- EXERCISE:
Look through the entries. Copy each line that has the word "roads".

- DATA TO USE:
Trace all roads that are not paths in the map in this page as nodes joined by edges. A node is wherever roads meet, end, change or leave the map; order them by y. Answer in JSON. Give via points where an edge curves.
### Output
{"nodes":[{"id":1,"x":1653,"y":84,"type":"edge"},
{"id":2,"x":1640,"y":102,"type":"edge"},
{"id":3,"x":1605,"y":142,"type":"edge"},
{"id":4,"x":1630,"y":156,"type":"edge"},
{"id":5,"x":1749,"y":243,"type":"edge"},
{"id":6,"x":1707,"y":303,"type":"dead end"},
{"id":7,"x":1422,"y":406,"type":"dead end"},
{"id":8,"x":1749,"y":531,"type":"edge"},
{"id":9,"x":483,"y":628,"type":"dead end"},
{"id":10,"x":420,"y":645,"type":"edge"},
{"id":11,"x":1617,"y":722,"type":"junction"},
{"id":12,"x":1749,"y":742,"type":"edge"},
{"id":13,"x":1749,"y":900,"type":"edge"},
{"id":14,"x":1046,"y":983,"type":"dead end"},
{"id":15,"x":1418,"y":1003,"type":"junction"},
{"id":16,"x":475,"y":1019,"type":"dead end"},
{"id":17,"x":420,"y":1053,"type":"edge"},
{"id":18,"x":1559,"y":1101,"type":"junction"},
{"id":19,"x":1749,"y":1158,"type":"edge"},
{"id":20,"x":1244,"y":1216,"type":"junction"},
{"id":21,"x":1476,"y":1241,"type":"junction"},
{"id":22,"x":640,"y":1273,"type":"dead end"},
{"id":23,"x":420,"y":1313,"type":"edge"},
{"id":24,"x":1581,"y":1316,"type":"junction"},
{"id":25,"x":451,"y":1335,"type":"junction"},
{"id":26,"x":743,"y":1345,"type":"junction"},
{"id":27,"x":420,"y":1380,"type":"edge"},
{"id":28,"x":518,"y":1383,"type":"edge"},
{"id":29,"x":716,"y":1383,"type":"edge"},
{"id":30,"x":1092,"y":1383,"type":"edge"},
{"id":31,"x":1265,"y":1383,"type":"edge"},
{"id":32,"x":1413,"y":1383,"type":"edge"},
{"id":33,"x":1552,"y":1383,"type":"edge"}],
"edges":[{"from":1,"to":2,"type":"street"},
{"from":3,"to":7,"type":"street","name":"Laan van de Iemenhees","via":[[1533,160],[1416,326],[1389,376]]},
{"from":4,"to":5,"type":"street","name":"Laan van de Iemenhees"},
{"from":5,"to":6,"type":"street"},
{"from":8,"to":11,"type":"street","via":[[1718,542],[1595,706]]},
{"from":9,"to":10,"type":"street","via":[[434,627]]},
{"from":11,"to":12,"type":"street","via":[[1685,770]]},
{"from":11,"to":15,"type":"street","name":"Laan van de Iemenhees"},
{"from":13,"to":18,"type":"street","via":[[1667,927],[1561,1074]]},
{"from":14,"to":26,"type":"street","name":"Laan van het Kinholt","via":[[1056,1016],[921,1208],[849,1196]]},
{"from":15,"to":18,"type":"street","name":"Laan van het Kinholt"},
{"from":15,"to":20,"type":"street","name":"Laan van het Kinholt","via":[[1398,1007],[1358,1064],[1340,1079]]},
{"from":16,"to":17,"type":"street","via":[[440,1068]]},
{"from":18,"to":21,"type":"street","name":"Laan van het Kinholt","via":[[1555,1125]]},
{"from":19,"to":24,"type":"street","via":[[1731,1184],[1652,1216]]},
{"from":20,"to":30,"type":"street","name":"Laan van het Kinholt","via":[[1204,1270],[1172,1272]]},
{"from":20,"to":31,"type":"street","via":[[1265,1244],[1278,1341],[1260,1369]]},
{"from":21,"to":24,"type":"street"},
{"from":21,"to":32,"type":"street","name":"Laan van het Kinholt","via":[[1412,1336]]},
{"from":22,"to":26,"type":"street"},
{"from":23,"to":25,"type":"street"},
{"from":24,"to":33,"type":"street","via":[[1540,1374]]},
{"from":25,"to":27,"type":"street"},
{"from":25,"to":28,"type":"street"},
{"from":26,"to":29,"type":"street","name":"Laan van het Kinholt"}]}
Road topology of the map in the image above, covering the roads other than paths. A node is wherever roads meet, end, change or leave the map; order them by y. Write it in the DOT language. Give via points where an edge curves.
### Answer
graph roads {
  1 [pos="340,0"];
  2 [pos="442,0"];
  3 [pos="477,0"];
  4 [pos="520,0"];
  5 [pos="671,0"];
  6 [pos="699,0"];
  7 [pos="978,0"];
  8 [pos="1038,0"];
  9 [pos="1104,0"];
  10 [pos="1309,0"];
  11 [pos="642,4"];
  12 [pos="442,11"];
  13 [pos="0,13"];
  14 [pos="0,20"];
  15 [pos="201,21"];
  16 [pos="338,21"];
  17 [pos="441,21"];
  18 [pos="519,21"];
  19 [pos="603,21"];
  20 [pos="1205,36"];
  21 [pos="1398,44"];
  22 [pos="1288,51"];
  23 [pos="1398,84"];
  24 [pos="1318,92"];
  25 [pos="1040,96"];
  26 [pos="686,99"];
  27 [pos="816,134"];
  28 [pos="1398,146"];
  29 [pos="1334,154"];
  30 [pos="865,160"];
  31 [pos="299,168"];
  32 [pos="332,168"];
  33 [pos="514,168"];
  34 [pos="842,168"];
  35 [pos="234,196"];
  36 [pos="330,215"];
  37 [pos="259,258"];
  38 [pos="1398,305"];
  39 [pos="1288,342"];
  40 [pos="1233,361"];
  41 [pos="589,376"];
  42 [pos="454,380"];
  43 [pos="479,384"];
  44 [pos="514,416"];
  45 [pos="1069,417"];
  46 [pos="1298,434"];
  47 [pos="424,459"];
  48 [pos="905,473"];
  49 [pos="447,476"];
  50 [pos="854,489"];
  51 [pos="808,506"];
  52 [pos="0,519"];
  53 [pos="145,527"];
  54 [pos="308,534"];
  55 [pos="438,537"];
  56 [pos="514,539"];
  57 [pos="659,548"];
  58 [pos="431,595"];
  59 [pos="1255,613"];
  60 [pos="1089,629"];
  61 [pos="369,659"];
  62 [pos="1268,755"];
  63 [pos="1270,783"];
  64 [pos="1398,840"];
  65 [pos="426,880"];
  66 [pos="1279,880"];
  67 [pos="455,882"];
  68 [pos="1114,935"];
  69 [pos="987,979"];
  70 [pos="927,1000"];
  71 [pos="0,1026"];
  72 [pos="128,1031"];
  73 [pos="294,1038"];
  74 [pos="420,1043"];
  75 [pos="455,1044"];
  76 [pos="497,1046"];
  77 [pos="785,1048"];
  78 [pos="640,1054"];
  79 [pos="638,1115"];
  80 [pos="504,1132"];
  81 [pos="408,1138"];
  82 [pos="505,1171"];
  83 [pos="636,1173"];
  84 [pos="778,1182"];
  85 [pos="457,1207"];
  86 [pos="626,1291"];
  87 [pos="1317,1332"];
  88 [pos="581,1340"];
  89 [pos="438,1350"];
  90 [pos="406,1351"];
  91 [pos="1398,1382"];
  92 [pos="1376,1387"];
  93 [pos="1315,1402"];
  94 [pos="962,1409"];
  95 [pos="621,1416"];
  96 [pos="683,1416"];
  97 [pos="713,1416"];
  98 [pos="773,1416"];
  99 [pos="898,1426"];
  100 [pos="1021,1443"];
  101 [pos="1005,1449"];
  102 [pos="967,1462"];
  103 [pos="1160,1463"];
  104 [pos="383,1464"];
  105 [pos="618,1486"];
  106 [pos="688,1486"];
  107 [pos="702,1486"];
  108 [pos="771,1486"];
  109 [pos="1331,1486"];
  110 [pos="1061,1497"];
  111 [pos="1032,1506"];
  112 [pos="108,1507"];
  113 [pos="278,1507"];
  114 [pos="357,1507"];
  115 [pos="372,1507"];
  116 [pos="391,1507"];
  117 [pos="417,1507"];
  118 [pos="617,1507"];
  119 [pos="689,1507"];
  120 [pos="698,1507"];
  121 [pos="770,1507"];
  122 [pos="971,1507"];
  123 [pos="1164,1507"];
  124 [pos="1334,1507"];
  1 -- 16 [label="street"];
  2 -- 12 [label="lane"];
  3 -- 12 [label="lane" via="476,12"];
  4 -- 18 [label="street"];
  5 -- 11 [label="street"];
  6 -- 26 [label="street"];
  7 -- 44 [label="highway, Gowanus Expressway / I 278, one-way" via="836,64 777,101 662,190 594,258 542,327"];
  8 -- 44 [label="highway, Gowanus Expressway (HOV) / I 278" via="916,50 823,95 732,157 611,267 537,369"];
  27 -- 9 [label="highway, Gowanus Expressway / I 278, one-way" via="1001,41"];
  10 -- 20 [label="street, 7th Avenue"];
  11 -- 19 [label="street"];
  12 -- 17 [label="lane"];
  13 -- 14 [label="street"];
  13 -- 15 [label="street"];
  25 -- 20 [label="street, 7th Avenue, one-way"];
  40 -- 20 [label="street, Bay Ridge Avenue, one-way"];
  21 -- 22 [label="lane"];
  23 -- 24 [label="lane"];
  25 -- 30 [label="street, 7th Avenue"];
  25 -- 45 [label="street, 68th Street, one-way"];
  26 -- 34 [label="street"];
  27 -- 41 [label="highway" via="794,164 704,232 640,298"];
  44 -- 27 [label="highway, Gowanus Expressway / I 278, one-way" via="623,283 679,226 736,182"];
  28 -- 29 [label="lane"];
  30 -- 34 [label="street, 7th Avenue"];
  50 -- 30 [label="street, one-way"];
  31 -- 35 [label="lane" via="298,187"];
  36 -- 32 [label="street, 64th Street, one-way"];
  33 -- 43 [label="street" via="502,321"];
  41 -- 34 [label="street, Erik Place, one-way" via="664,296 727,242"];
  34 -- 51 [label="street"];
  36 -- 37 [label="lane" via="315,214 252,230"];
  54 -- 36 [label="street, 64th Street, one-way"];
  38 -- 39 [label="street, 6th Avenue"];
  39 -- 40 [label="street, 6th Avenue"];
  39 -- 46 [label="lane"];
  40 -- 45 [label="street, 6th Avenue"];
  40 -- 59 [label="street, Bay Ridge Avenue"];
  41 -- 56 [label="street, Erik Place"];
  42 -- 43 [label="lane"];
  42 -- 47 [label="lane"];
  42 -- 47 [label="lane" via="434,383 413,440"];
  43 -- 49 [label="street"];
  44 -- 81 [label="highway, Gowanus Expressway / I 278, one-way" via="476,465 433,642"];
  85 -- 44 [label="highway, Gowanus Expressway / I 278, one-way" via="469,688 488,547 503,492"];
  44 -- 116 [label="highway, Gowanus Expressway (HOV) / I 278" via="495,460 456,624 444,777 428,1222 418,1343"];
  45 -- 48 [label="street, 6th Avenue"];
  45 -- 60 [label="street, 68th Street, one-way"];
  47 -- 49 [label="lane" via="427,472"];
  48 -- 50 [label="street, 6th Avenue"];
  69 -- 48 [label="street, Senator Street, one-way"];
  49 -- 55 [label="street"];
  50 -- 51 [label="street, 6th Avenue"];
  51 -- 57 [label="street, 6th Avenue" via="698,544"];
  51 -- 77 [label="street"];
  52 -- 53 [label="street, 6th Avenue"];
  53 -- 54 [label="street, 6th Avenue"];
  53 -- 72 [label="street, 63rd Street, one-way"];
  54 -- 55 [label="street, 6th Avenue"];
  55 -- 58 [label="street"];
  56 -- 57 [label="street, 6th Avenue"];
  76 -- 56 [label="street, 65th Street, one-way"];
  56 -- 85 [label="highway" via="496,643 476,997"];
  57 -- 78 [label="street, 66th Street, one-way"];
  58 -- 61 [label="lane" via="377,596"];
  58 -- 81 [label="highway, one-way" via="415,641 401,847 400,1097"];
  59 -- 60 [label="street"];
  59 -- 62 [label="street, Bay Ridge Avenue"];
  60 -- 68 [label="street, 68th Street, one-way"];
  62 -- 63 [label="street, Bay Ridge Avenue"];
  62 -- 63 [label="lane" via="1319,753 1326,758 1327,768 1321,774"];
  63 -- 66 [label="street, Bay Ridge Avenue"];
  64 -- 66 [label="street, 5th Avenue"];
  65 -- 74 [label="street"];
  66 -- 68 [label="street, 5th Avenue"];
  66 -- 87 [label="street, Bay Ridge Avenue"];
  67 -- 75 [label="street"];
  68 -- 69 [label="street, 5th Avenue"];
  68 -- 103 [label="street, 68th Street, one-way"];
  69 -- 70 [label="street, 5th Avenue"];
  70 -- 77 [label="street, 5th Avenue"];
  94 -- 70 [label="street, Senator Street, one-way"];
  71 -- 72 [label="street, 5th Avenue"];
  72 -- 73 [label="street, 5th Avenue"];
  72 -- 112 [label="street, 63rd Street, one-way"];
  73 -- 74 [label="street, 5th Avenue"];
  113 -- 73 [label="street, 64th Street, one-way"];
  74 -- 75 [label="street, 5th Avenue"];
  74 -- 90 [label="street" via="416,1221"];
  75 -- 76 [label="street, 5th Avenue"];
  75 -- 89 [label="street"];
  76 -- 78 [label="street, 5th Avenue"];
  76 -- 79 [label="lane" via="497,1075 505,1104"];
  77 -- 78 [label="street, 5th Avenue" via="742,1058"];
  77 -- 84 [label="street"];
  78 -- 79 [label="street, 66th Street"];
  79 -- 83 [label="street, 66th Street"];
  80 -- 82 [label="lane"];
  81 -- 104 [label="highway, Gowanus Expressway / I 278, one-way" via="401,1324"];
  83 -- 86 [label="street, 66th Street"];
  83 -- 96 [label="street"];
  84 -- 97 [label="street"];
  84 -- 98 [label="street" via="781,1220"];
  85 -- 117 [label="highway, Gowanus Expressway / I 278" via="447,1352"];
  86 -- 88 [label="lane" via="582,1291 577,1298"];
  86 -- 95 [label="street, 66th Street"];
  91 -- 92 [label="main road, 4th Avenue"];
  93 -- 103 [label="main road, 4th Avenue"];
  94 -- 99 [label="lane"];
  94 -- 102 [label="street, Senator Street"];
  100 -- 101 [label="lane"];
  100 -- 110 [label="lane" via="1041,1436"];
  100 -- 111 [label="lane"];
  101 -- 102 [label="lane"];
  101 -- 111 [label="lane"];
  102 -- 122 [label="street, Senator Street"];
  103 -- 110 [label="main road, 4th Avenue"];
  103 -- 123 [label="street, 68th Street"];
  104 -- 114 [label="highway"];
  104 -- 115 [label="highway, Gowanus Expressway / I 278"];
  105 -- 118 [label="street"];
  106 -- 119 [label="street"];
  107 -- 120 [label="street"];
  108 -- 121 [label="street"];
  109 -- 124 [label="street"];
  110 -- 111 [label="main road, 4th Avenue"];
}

- RESULT BELOW:
Trace all roads that are not paths in the map in this page as nodes joined by edges. A node is wherever roads meet, end, change or leave the map; order them by y. Answer in JSON. Give via points where an edge curves.
Road topology of the map in the image above, covering the roads other than paths. A node is wherever roads meet, end, change or leave the map; order them by y. Write it in the DOT language. Give via points where an edge curves.
graph roads {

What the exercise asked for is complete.